Author Cherie Priest, one of the more droll steampunks featured in the film, said that her community “isn’t trying to return to the Victorian era.” It’s more that they long to weave sentiments, philosophies and the knocking down of barriers of a time when the social strata changed in terms of cultural norms, values, morality and lifestyle. Evident that steampunks are serious, but not excessively so like so many humorless subculturists, Priest shared that a personal reason for not wanting to travel back in Victorian time is her fancy for such modern conveniences as deodorant, soap and WiFi.
The documentary is produced and directed by Byrd McDonald, who explored a different subculture in 2006 with “Haunters,” a film about the macabre who are into homemade haunted houses. His latest about a group that also likes to dress up, albeit with far fewer skeletal adornments, scores high on the 5 W’s aspect of steampunk. The “who” is well covered by interesting dinner guests, cultural historian James Carrott among them, in addition to oddballs not sitting at the banquet table, like Priest and steampunk “post-colonialist” Jaymee Goh. Maybe it’s just me, but I couldn’t tell if we’re seeing the real deal or whether Goh’s salty ‘tude is for shock value. Her take on the modern cellphone: “I mean, look how f***ing tiny the buttons are. This is aggravating!” She’s right, and as much as I appreciate comic relief, the woman seems out of place in the parade of refined intellectuals who make the argument that technology should have a more human feel.

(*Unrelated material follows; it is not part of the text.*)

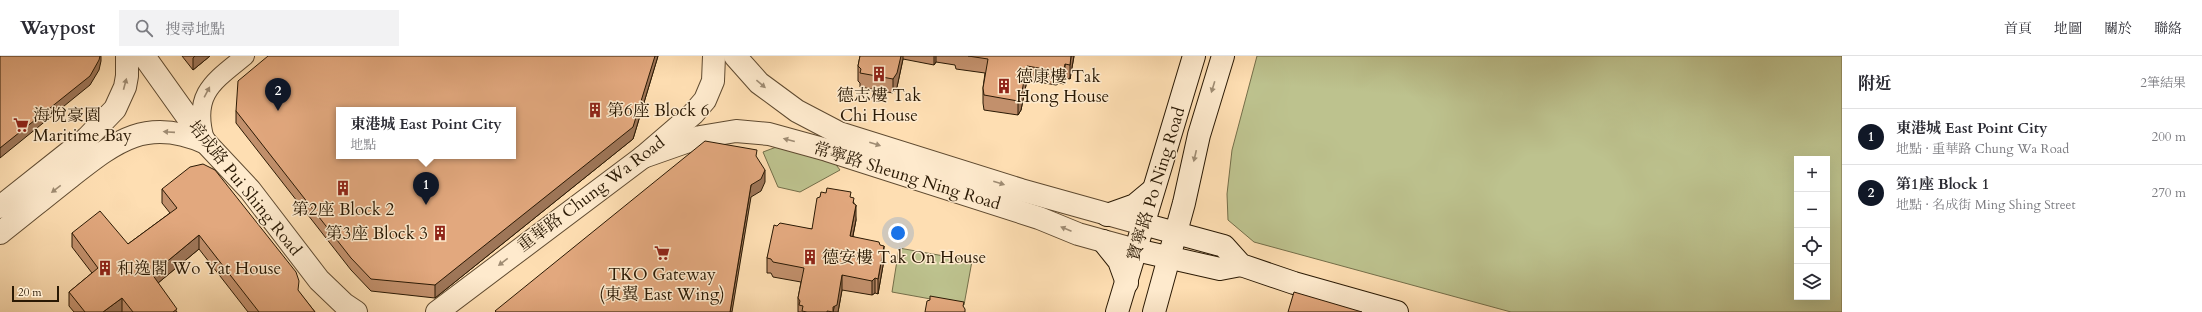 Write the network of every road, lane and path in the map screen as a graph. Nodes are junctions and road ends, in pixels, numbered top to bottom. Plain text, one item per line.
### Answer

We’re told that within the steampunk movement is a rebellion of the tech world’s efforts over the past half-century to boil down technology into “one magical box.” Tech companies don’t get that configurability is seductive to humans, we’re told. One steampunk would like to know there’s an actual person on the other side of the device “making decisions that we can question or override or at least be in dialogue with.” Another makes an interesting point that the business model of contemporary technology is often to make modifications illegal.
A gem of a comment is made near the end. It’s quintessential steampunk that no doubt left Intel’s futurist and dinner host more intrigued than chagrined. Here it is: Even if steampunks win the war against the tech industry, there will never be a perfect device. The reason for this, we’re told, is each of us is constantly changing and what meets our needs today won’t tomorrow.
One nit with all this, however, is despite all the coolness oozing from the documentary’s pores, the audience gets a one-sided view from a subculture that, at least based on who’s talking, is well off. Clearly, it takes money to live as a steampunk. Any claims to relations with the beatnik and hippie movements of the ’50s and ’60s, need to be weighed against the fact that those predecessors didn’t require a fat wallet. A true hippie might say, “I love things that are beautiful,” but they wouldn’t complete the sentence with “and beautifully made, functional and ornamental.” Those words are in “Vintage Tomorrows,” and they’re stated to represent all steampunks. And there’s nothing wrong with that. But if the goal is to learn what kind of tomorrow humans will want for the future, let’s hope Intel and its brothers listen to more than just those who have the desire and means to wear top hats adorned with gadgets and gizmos. 4 of 5 Stars.